**YOUR OBJECTIVE**
Please return the data word for word and leave out any picture it contains.

################

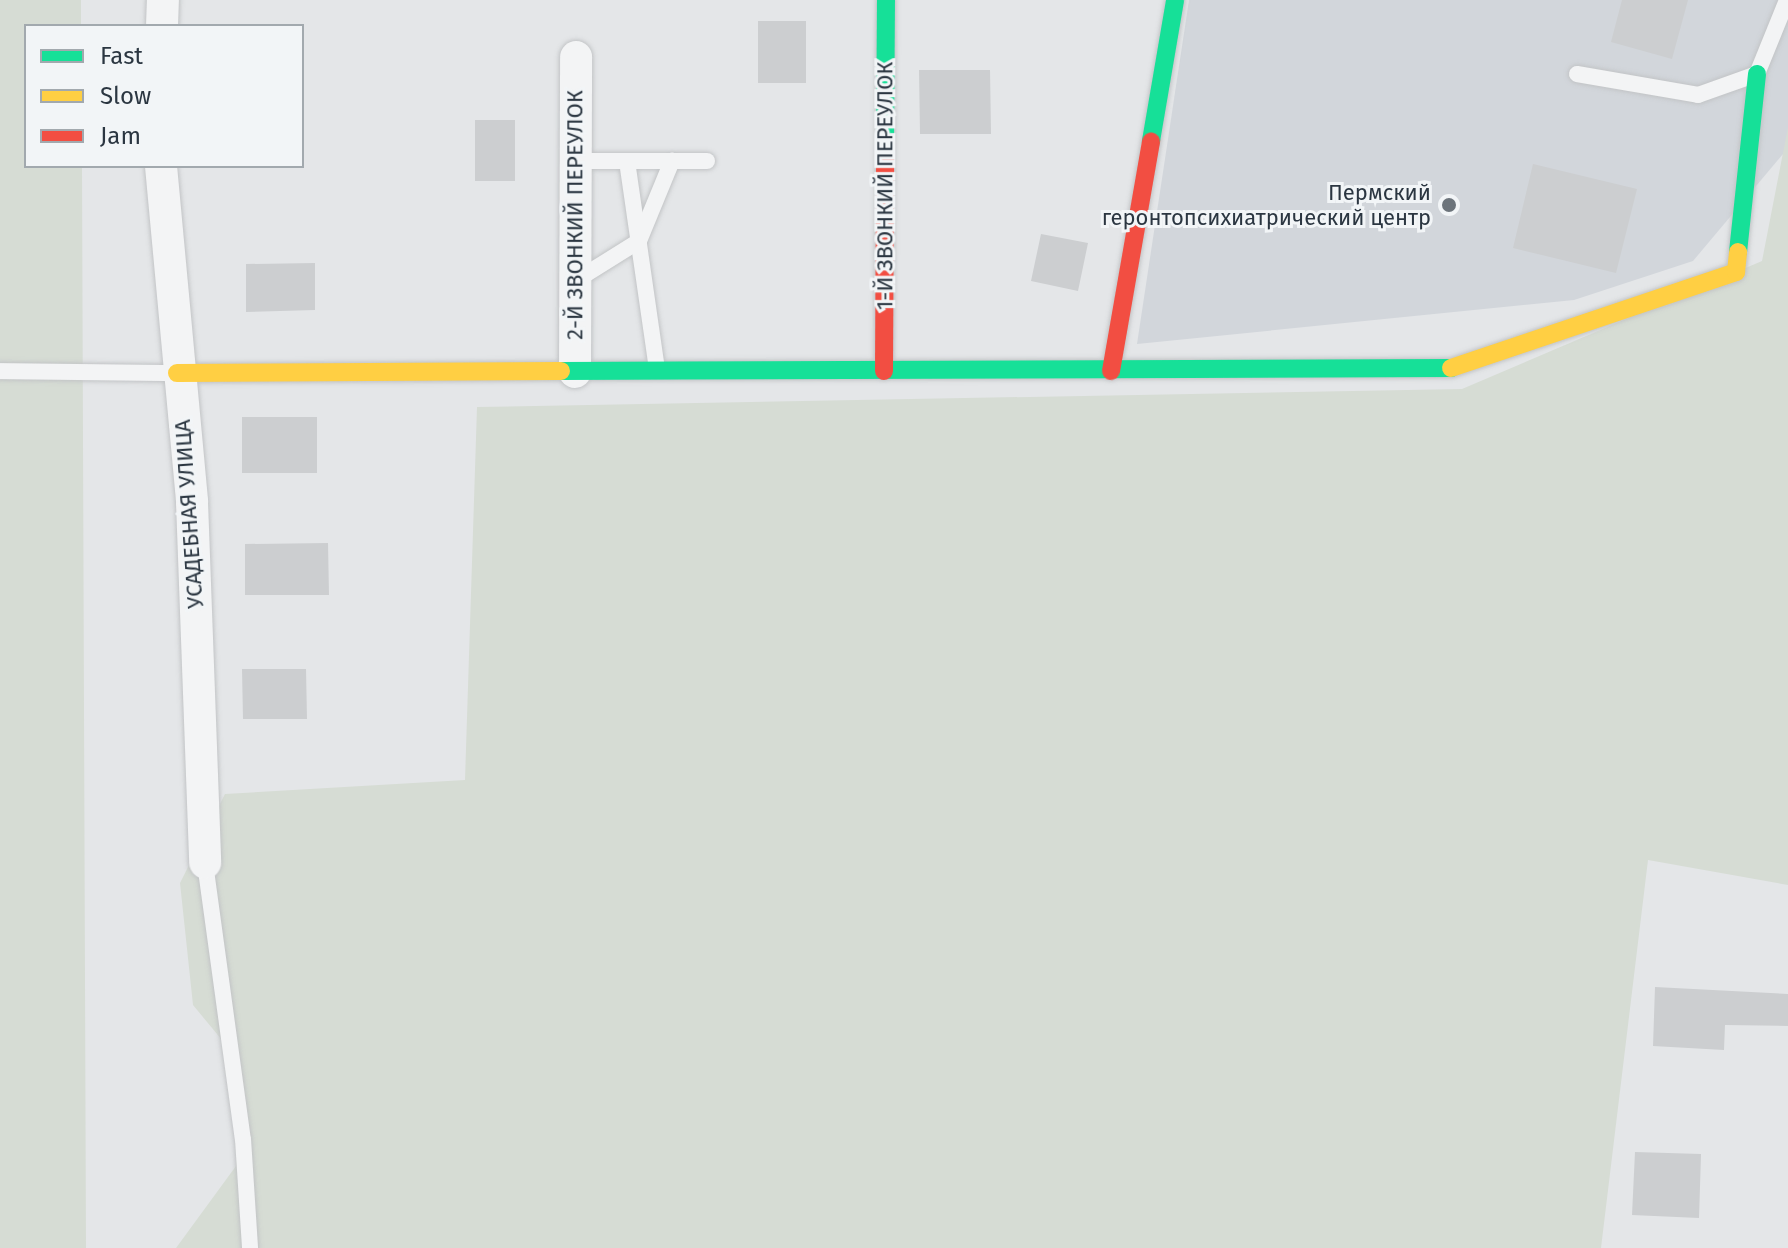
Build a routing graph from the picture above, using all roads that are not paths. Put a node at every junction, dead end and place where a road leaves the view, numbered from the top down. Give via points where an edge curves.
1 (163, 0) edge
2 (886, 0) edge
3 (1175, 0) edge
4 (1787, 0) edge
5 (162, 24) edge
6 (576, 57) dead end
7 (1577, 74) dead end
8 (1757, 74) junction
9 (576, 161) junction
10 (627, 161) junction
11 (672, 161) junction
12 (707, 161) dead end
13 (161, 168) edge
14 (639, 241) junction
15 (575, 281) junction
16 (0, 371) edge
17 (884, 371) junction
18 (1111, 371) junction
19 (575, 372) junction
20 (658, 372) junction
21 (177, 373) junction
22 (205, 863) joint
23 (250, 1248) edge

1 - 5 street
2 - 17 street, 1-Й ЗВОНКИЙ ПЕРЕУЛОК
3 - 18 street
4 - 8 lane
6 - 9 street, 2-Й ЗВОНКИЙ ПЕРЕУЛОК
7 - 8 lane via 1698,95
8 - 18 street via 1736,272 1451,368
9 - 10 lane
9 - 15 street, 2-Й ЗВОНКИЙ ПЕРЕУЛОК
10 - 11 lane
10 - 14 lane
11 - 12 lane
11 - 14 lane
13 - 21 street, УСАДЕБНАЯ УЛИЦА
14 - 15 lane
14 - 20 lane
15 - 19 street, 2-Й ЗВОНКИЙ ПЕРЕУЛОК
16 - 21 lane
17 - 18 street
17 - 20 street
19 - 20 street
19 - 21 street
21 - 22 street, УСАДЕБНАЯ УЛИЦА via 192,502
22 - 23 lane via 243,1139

################

**REPLY**
Build a routing graph from the picture above, using all roads that are not paths. Put a node at every junction, dead end and place where a road leaves the view, numbered from the top down. Give via points where an edge curves.
1 (163, 0) edge
2 (886, 0) edge
3 (1175, 0) edge
4 (1787, 0) edge
5 (162, 24) edge
6 (576, 57) dead end
7 (1577, 74) dead end
8 (1757, 74) junction
9 (576, 161) junction
10 (627, 161) junction
11 (672, 161) junction
12 (707, 161) dead end
13 (161, 168) edge
14 (639, 241) junction
15 (575, 281) junction
16 (0, 371) edge
17 (884, 371) junction
18 (1111, 371) junction
19 (575, 372) junction
20 (658, 372) junction
21 (177, 373) junction
22 (205, 863) joint
23 (250, 1248) edge

1 - 5 street
2 - 17 street, 1-Й ЗВОНКИЙ ПЕРЕУЛОК
3 - 18 street
4 - 8 lane
6 - 9 street, 2-Й ЗВОНКИЙ ПЕРЕУЛОК
7 - 8 lane via 1698,95
8 - 18 street via 1736,272 1451,368
9 - 10 lane
9 - 15 street, 2-Й ЗВОНКИЙ ПЕРЕУЛОК
10 - 11 lane
10 - 14 lane
11 - 12 lane
11 - 14 lane
13 - 21 street, УСАДЕБНАЯ УЛИЦА
14 - 15 lane
14 - 20 lane
15 - 19 street, 2-Й ЗВОНКИЙ ПЕРЕУЛОК
16 - 21 lane
17 - 18 street
17 - 20 street
19 - 20 street
19 - 21 street
21 - 22 street, УСАДЕБНАЯ УЛИЦА via 192,502
22 - 23 lane via 243,1139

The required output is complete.